[[ Data listing open ]]
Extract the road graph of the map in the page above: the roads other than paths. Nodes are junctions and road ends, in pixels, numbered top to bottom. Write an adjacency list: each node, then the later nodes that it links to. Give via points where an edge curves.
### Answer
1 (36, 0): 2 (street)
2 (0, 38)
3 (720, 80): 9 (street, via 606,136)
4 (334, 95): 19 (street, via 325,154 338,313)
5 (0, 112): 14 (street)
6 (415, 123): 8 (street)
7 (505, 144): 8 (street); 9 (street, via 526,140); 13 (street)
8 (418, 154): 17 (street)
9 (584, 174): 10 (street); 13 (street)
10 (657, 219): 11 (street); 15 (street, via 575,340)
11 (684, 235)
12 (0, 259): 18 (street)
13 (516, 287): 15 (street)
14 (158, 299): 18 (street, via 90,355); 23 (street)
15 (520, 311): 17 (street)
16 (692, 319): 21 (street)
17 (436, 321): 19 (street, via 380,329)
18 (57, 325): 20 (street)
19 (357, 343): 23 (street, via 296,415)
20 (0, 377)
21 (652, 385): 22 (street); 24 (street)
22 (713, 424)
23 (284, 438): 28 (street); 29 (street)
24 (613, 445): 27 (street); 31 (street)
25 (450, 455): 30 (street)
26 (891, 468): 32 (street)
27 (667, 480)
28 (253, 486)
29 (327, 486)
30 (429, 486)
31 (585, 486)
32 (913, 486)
[[ Data listing closed ]]
Problem to solve:
Reproduce each line of the data without any change.

Answer to this task:
Extract the road graph of the map in the page above: the roads other than paths. Nodes are junctions and road ends, in pixels, numbered top to bottom. Write an adjacency list: each node, then the later nodes that it links to. Give via points where an edge curves.
### Answer
1 (36, 0): 2 (street)
2 (0, 38)
3 (720, 80): 9 (street, via 606,136)
4 (334, 95): 19 (street, via 325,154 338,313)
5 (0, 112): 14 (street)
6 (415, 123): 8 (street)
7 (505, 144): 8 (street); 9 (street, via 526,140); 13 (street)
8 (418, 154): 17 (street)
9 (584, 174): 10 (street); 13 (street)
10 (657, 219): 11 (street); 15 (street, via 575,340)
11 (684, 235)
12 (0, 259): 18 (street)
13 (516, 287): 15 (street)
14 (158, 299): 18 (street, via 90,355); 23 (street)
15 (520, 311): 17 (street)
16 (692, 319): 21 (street)
17 (436, 321): 19 (street, via 380,329)
18 (57, 325): 20 (street)
19 (357, 343): 23 (street, via 296,415)
20 (0, 377)
21 (652, 385): 22 (street); 24 (street)
22 (713, 424)
23 (284, 438): 28 (street); 29 (street)
24 (613, 445): 27 (street); 31 (street)
25 (450, 455): 30 (street)
26 (891, 468): 32 (street)
27 (667, 480)
28 (253, 486)
29 (327, 486)
30 (429, 486)
31 (585, 486)
32 (913, 486)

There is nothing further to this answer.